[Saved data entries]
###

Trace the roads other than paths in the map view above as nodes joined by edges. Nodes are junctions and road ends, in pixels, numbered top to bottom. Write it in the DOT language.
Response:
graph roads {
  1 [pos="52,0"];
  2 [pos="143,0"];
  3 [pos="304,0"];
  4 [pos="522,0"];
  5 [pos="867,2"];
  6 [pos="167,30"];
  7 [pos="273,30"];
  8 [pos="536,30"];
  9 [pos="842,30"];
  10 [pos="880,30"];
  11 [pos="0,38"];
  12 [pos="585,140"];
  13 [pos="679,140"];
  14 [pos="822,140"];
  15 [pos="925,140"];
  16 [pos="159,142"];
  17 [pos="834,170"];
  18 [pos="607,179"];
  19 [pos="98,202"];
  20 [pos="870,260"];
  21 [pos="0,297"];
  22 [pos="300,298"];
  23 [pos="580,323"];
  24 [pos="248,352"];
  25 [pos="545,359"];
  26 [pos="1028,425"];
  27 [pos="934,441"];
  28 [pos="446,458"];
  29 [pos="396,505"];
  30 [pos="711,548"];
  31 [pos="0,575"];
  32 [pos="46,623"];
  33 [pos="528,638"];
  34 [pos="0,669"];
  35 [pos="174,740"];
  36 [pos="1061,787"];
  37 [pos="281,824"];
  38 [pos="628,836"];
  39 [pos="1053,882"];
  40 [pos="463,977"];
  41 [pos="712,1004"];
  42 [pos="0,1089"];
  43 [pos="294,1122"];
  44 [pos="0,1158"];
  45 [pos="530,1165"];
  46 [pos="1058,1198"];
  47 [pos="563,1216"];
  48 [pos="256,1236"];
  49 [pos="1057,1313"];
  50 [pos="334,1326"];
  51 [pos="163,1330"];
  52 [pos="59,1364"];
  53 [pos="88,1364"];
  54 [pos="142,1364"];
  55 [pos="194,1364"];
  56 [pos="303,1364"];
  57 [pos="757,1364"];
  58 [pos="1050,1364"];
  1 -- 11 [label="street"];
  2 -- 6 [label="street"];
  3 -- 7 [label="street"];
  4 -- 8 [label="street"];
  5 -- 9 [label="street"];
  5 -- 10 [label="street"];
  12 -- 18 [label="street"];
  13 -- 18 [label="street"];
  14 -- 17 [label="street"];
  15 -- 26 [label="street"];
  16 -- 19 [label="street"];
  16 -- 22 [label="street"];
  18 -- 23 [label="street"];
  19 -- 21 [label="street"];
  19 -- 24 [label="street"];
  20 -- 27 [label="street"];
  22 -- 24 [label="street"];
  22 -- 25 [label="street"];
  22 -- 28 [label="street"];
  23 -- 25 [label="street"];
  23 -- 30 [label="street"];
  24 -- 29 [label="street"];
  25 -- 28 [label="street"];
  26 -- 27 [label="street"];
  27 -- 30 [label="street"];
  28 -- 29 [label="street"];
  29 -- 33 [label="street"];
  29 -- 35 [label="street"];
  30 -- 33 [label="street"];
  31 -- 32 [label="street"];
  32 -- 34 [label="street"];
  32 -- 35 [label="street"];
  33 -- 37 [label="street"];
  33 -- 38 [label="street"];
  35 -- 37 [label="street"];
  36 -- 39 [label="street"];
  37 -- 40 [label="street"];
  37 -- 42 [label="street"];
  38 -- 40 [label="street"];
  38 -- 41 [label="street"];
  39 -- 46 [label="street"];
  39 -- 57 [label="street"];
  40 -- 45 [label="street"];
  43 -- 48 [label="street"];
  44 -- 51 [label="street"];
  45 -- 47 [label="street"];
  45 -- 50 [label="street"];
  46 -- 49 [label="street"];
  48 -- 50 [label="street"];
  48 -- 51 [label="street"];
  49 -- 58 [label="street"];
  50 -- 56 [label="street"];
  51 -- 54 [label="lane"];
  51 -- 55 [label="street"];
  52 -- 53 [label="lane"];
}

###

» TASK GOAL
Go through the data and copy each line exactly as it was written.

» TASK RESULT
Trace the roads other than paths in the map view above as nodes joined by edges. Nodes are junctions and road ends, in pixels, numbered top to bottom. Write it in the DOT language.
Response:
graph roads {
  1 [pos="52,0"];
  2 [pos="143,0"];
  3 [pos="304,0"];
  4 [pos="522,0"];
  5 [pos="867,2"];
  6 [pos="167,30"];
  7 [pos="273,30"];
  8 [pos="536,30"];
  9 [pos="842,30"];
  10 [pos="880,30"];
  11 [pos="0,38"];
  12 [pos="585,140"];
  13 [pos="679,140"];
  14 [pos="822,140"];
  15 [pos="925,140"];
  16 [pos="159,142"];
  17 [pos="834,170"];
  18 [pos="607,179"];
  19 [pos="98,202"];
  20 [pos="870,260"];
  21 [pos="0,297"];
  22 [pos="300,298"];
  23 [pos="580,323"];
  24 [pos="248,352"];
  25 [pos="545,359"];
  26 [pos="1028,425"];
  27 [pos="934,441"];
  28 [pos="446,458"];
  29 [pos="396,505"];
  30 [pos="711,548"];
  31 [pos="0,575"];
  32 [pos="46,623"];
  33 [pos="528,638"];
  34 [pos="0,669"];
  35 [pos="174,740"];
  36 [pos="1061,787"];
  37 [pos="281,824"];
  38 [pos="628,836"];
  39 [pos="1053,882"];
  40 [pos="463,977"];
  41 [pos="712,1004"];
  42 [pos="0,1089"];
  43 [pos="294,1122"];
  44 [pos="0,1158"];
  45 [pos="530,1165"];
  46 [pos="1058,1198"];
  47 [pos="563,1216"];
  48 [pos="256,1236"];
  49 [pos="1057,1313"];
  50 [pos="334,1326"];
  51 [pos="163,1330"];
  52 [pos="59,1364"];
  53 [pos="88,1364"];
  54 [pos="142,1364"];
  55 [pos="194,1364"];
  56 [pos="303,1364"];
  57 [pos="757,1364"];
  58 [pos="1050,1364"];
  1 -- 11 [label="street"];
  2 -- 6 [label="street"];
  3 -- 7 [label="street"];
  4 -- 8 [label="street"];
  5 -- 9 [label="street"];
  5 -- 10 [label="street"];
  12 -- 18 [label="street"];
  13 -- 18 [label="street"];
  14 -- 17 [label="street"];
  15 -- 26 [label="street"];
  16 -- 19 [label="street"];
  16 -- 22 [label="street"];
  18 -- 23 [label="street"];
  19 -- 21 [label="street"];
  19 -- 24 [label="street"];
  20 -- 27 [label="street"];
  22 -- 24 [label="street"];
  22 -- 25 [label="street"];
  22 -- 28 [label="street"];
  23 -- 25 [label="street"];
  23 -- 30 [label="street"];
  24 -- 29 [label="street"];
  25 -- 28 [label="street"];
  26 -- 27 [label="street"];
  27 -- 30 [label="street"];
  28 -- 29 [label="street"];
  29 -- 33 [label="street"];
  29 -- 35 [label="street"];
  30 -- 33 [label="street"];
  31 -- 32 [label="street"];
  32 -- 34 [label="street"];
  32 -- 35 [label="street"];
  33 -- 37 [label="street"];
  33 -- 38 [label="street"];
  35 -- 37 [label="street"];
  36 -- 39 [label="street"];
  37 -- 40 [label="street"];
  37 -- 42 [label="street"];
  38 -- 40 [label="street"];
  38 -- 41 [label="street"];
  39 -- 46 [label="street"];
  39 -- 57 [label="street"];
  40 -- 45 [label="street"];
  43 -- 48 [label="street"];
  44 -- 51 [label="street"];
  45 -- 47 [label="street"];
  45 -- 50 [label="street"];
  46 -- 49 [label="street"];
  48 -- 50 [label="street"];
  48 -- 51 [label="street"];
  49 -- 58 [label="street"];
  50 -- 56 [label="street"];
  51 -- 54 [label="lane"];
  51 -- 55 [label="street"];
  52 -- 53 [label="lane"];
}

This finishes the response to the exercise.